I've been recommending WordPress, among other content management systems, for a number of years now. The main reason for the recommendation is, it's principle function was, and still is blogging. I've designed a lot of WordPress themes and taught a whole bunch of people how to use and maintain a WordPress site. In the design process, one of the requirements is that the client write a short article about something new and exciting happening in their business or industry. They grudgingly do, but almost never understand why.
At present, most people still find what they're looking for on the web using a search engine. It does not matter if you use Google, Bing, Yahoo, Ask or any other search engine. All of them favor blogs. Is it right for search engines to play favorites? Quite frankly I do not care, and neither should you. My job is to help you be seen on the Internet. To that end, I'm going to recommend what will meet that goal.
Remember the article I made my client write? Now, we're going to explain why. At this point, we've built a great looking site complete with good layout and customized visuals. We've put in all the obligatory "about us" stuff, the contact information, maybe an image gallery or portfolio of recent work. Some companies feel this is enough. The big problem is, customers do not care how long you've been in business, or that your great grandmother's recipe for apple pie was handed down to you in secret. They do not visit because your site looks nice, or because your contact page works. They visit because you have what they want.
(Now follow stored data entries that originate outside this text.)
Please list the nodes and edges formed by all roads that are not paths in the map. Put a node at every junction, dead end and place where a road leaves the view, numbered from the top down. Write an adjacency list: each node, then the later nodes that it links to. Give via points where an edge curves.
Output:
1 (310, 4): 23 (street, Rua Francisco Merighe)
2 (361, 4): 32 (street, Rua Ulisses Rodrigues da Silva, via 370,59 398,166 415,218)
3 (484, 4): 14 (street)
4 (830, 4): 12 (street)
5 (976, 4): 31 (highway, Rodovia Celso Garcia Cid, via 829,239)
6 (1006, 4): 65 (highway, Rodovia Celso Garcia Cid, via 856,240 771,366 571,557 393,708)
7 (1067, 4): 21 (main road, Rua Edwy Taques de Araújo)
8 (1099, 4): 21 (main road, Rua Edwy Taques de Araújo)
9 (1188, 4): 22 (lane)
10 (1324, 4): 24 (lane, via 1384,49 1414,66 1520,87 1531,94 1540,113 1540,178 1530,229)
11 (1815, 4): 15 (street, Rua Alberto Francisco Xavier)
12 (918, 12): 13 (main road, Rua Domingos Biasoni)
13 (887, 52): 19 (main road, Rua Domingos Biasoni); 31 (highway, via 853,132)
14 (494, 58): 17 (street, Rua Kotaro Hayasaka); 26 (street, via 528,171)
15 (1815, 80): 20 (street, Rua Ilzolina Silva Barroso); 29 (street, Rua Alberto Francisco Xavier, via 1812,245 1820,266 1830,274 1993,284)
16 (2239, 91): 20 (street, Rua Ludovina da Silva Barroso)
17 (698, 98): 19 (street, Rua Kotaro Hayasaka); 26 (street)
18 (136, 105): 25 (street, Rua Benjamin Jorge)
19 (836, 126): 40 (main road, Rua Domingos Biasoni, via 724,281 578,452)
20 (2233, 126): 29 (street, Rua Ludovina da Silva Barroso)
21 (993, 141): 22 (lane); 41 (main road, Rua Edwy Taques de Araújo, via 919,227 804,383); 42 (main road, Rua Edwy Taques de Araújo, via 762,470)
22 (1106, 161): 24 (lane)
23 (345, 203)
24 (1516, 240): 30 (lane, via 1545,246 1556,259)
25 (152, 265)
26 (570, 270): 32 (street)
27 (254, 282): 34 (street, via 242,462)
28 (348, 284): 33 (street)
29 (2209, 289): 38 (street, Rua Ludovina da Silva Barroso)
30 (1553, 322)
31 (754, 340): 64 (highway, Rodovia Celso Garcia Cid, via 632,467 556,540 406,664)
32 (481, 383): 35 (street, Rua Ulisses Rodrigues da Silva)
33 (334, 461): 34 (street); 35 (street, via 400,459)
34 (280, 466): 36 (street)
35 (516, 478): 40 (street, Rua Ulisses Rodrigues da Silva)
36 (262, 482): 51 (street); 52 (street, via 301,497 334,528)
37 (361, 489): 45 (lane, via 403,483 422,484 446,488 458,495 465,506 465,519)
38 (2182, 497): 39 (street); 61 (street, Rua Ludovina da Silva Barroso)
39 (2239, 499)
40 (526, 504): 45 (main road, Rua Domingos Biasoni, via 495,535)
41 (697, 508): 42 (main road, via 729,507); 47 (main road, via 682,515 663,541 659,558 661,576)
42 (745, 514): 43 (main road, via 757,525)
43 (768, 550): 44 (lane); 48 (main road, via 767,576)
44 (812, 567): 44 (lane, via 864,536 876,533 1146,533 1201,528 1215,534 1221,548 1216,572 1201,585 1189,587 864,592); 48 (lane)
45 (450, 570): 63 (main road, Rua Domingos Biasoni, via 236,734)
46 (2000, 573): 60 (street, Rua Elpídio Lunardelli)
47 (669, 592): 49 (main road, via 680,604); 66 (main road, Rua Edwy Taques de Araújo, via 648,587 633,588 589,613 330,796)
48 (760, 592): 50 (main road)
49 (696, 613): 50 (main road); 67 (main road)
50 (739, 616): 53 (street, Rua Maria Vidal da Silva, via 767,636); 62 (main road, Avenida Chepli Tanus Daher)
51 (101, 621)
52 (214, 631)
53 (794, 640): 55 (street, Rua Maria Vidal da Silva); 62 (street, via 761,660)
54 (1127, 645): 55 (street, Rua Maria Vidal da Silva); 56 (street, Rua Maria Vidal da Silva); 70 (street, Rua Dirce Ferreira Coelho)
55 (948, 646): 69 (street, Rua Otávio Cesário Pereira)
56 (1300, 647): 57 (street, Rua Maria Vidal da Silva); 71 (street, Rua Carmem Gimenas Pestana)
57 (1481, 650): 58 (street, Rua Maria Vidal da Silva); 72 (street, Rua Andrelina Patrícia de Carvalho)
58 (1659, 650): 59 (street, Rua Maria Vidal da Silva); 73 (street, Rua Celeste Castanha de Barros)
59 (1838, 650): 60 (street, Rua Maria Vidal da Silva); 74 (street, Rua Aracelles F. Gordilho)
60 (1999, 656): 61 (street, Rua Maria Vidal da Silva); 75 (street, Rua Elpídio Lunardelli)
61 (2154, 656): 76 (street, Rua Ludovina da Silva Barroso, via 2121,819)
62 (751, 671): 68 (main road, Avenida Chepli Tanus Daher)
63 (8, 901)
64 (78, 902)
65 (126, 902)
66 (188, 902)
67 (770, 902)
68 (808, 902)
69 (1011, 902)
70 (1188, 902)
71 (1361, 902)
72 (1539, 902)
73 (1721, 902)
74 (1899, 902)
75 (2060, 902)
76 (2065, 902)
After we publish the site for the world to see, I always publish the article I had them write. In a week, we look at their traffic together, and would not you know … The way people find the site is a search engine, but the page they hit is the article my client did not understand the point of writing. After that, it's usually pretty easy to convince them to write more. With each article, the odds of people finding their site increase.
The additional benefit of a healthy collection of articles your potential customers can use is trust. Fly-by-night companies seldom bother to write articles to help their customers understand why they should be trusted, or what's going on in the industry today. If a potential customer finds two companies on the Internet who do the same thing and one is offering information for free, which one is more likely to get their business? If you said the one with a blog, you're right.
I get the question frequently, "What if I can not write?" If you have employees, offer them a bit extra to write for you. You've been amazed with the abilities some of your employees have. If not, you can hire a ghost writer fairly inexpensively. There are hundreds of websites dedicated to that very thing. The real answer to that question is, you can write. WordPress even has plugins to help you with spelling and grammar, so there's no real excuse not to write.
In conclusion, if you have a business, you must have a website. If you have a website, you must have a blog. If you do not and your competition does, one of you is right. Think of your business blog as a salesman who never needs a vacation, never calls in sick and is willing to work for free, so long as you spend a little time with him once a week.